Patricia was finding it very easy. She had not much trouble in learning that Doris was in search of a more paying position. Her domestic science was only half a day's work and she needed more. Patricia thought it safe to hint at something that might be in sight if she came to the dance on Friday.

Doris had not intended going to the dance, since her gowns were rather shabby and she could not think of anything new, but on Patricia's insisting, she said she would go if she could be late. She had a lesson in French at the Settlement House—Patricia almost shook her head at the thought of Doris taking free lessons in anything until she recollected the Kingdom of Gladness—and she could not afford to miss it.

"I'll wait for you," Patricia promised. "I haven't any guests—or only someone who won't mind. Come over to my room for me, and we'll go down together."

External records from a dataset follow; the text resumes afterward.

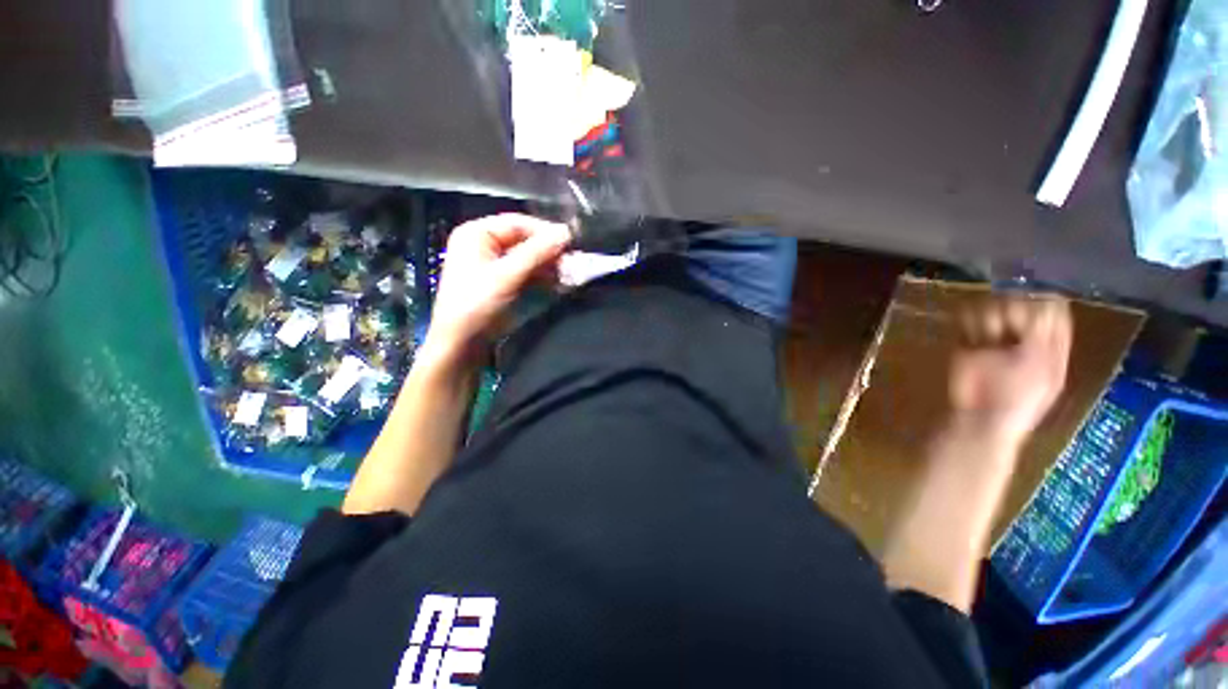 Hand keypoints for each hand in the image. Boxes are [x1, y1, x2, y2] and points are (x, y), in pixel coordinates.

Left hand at [422, 214, 571, 363]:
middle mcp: (483, 245)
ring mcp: (492, 265)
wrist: (461, 345)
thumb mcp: (507, 276)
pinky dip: (542, 277)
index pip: (518, 223)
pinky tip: (556, 284)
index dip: (545, 232)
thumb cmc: (477, 305)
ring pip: (528, 258)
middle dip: (548, 252)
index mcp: (476, 234)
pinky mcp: (501, 284)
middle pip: (524, 240)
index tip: (570, 243)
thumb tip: (565, 232)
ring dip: (548, 266)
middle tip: (571, 263)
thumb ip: (536, 252)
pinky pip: (526, 273)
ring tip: (566, 275)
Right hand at [949, 294, 1072, 446]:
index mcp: (1050, 343)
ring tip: (987, 338)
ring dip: (989, 319)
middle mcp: (1023, 336)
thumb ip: (1045, 334)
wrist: (981, 415)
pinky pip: (966, 319)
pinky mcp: (967, 343)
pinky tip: (971, 337)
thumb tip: (1048, 300)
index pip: (1053, 310)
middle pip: (1021, 304)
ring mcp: (994, 339)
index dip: (1045, 302)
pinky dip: (967, 323)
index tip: (1035, 301)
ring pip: (992, 308)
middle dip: (1014, 311)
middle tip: (1010, 327)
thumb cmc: (1021, 397)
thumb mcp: (1044, 366) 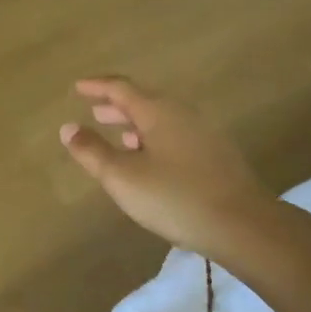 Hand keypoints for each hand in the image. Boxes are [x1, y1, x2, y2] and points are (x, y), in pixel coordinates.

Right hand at [60, 77, 275, 258]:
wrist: (242, 224)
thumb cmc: (174, 197)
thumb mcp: (122, 177)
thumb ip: (92, 151)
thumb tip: (68, 128)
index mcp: (158, 111)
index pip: (121, 88)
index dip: (97, 86)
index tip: (78, 87)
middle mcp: (182, 114)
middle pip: (144, 101)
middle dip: (116, 106)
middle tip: (95, 111)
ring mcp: (203, 133)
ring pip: (162, 119)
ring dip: (136, 124)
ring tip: (118, 137)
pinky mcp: (216, 155)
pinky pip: (176, 135)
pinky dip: (154, 138)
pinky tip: (150, 161) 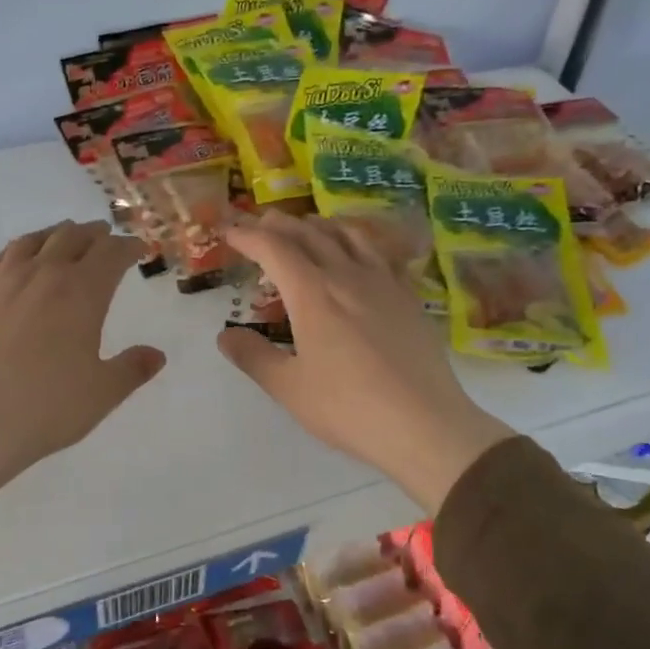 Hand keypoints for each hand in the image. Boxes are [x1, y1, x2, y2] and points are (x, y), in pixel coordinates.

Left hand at [0, 221, 164, 506]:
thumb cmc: (44, 409)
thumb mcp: (101, 395)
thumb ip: (131, 370)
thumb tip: (156, 355)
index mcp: (81, 293)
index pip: (111, 254)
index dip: (128, 247)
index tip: (138, 248)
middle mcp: (42, 275)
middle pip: (71, 238)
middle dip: (94, 235)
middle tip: (104, 237)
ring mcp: (0, 283)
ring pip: (32, 242)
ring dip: (54, 235)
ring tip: (63, 237)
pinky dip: (16, 251)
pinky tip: (15, 260)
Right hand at [216, 216, 514, 512]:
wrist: (424, 423)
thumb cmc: (349, 408)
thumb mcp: (289, 389)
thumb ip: (254, 357)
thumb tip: (225, 336)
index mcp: (312, 294)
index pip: (274, 248)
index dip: (248, 235)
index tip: (230, 232)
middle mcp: (347, 276)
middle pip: (310, 234)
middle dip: (281, 225)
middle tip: (261, 224)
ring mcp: (384, 283)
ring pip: (349, 235)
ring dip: (321, 225)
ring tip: (308, 228)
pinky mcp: (409, 297)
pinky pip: (380, 253)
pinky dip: (359, 241)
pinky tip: (360, 254) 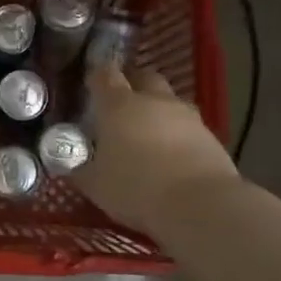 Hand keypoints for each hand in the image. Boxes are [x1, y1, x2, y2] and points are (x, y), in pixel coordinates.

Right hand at [72, 63, 238, 236]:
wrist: (200, 206)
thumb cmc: (136, 188)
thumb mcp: (95, 185)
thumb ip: (80, 169)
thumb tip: (69, 165)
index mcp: (118, 105)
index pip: (104, 75)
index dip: (96, 76)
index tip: (90, 84)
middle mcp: (154, 101)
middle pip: (143, 77)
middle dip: (132, 85)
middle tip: (120, 104)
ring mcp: (186, 116)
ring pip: (169, 101)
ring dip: (157, 110)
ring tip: (147, 134)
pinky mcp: (211, 136)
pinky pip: (188, 126)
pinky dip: (177, 134)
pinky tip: (171, 155) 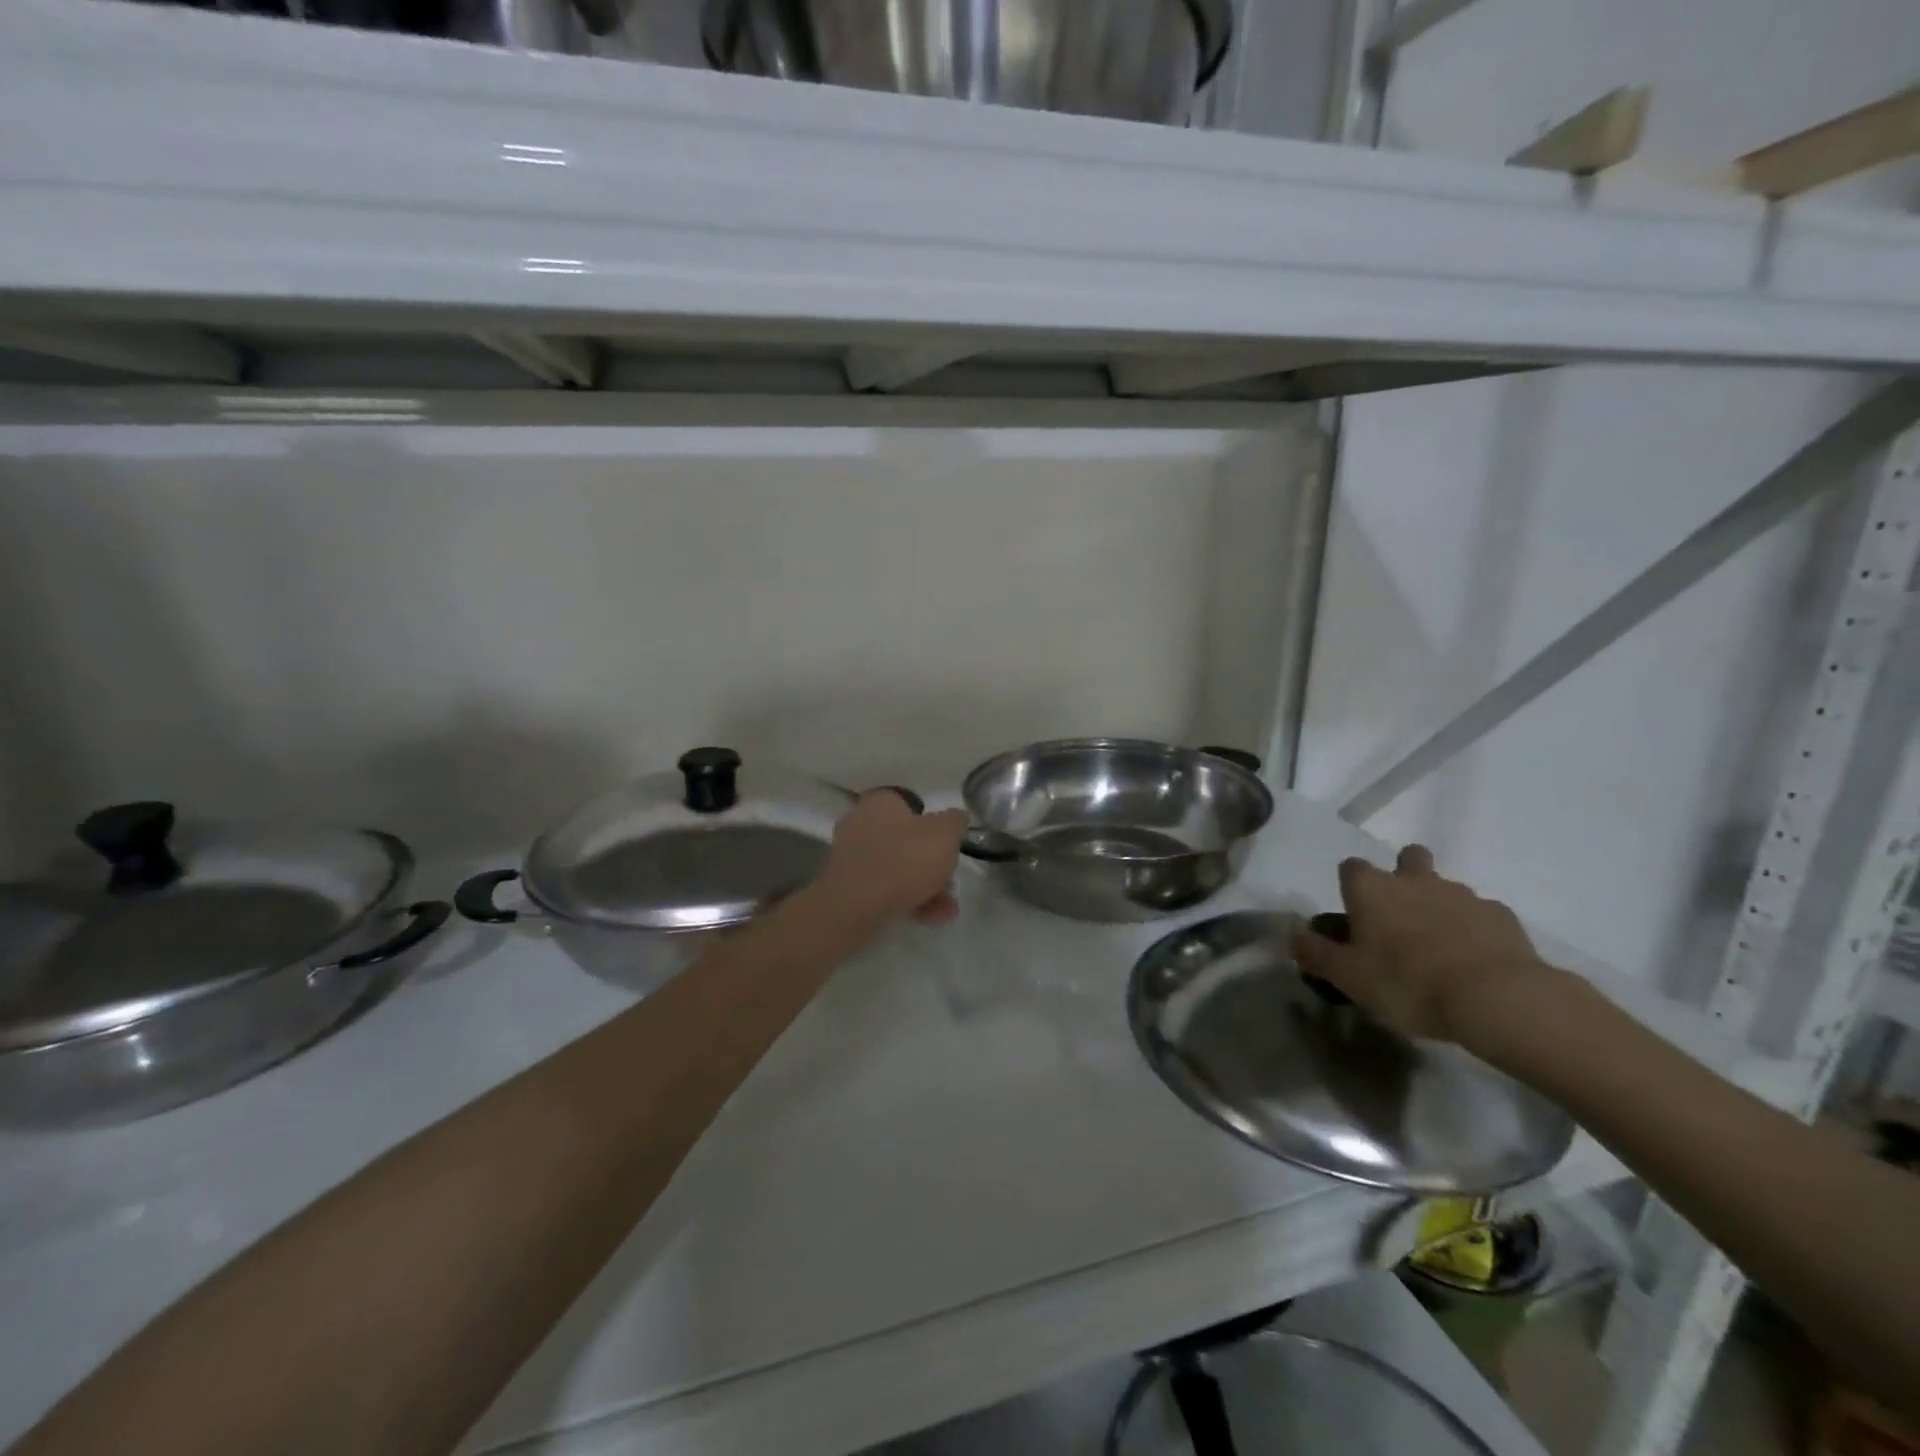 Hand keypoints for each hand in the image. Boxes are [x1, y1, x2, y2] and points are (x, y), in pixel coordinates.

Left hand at [814, 790, 969, 929]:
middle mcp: (861, 823)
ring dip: (925, 887)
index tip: (949, 845)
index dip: (934, 824)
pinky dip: (907, 900)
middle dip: (932, 864)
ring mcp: (851, 857)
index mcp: (880, 802)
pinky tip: (930, 918)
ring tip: (947, 909)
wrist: (854, 907)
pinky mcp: (847, 886)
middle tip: (951, 882)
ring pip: (897, 868)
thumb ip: (955, 822)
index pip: (911, 804)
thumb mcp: (945, 834)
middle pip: (906, 840)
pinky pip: (884, 889)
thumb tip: (956, 819)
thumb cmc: (903, 860)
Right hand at [1294, 844, 1549, 1044]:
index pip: (1350, 867)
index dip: (1351, 887)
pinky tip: (1473, 960)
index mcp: (1371, 888)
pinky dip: (1474, 929)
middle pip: (1407, 857)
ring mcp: (1461, 894)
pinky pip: (1480, 914)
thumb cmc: (1407, 982)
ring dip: (1438, 906)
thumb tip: (1292, 939)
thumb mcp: (1348, 977)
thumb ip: (1316, 954)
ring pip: (1445, 887)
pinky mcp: (1501, 916)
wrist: (1496, 999)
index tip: (1354, 915)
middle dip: (1404, 876)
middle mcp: (1414, 880)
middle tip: (1401, 917)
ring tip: (1439, 949)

Constance met her on her way to the Red Salon, where the girls often gathered after dinner for chat, the Blue Salon across the way being reserved for reception of visitors.

"The dance is going to be quite wonderfully fine," she told her with as eager interest as ever a girl showed in a party. "Auntie's coming and I'm going to have a splendid, gorgeous new dress. I've planned it all out since I made up my mind. I'll get the stuff tomorrow and have it made in a jiffy."

Patricia looked at her in some wonder, until she remembered that the kingdom Constance was trying to enter was one of gladness.

"Of course you want to have a good time," she said aloud. "What color is it to be?" meaning the dress.

"Yellow—goldy yellow," replied Constance deliciously. "And I'm going the whole length, gold slippers and all!"

Patricia beamed. "You'll look perfectly stunning," she said, and then she caught her breath. "Who's playing?" she asked, with a look toward the open door.

Constance listened. "That must be the little Polish countess," she replied. "No one else does it that way."

Patricia had a vision of a fascinating, elegant creature with sorrowful eyes and plenty of furs, and she gave a little cry of expectation.

"Come along. She's beginning the 'Papillion'," she cried. "And I simply can't miss it."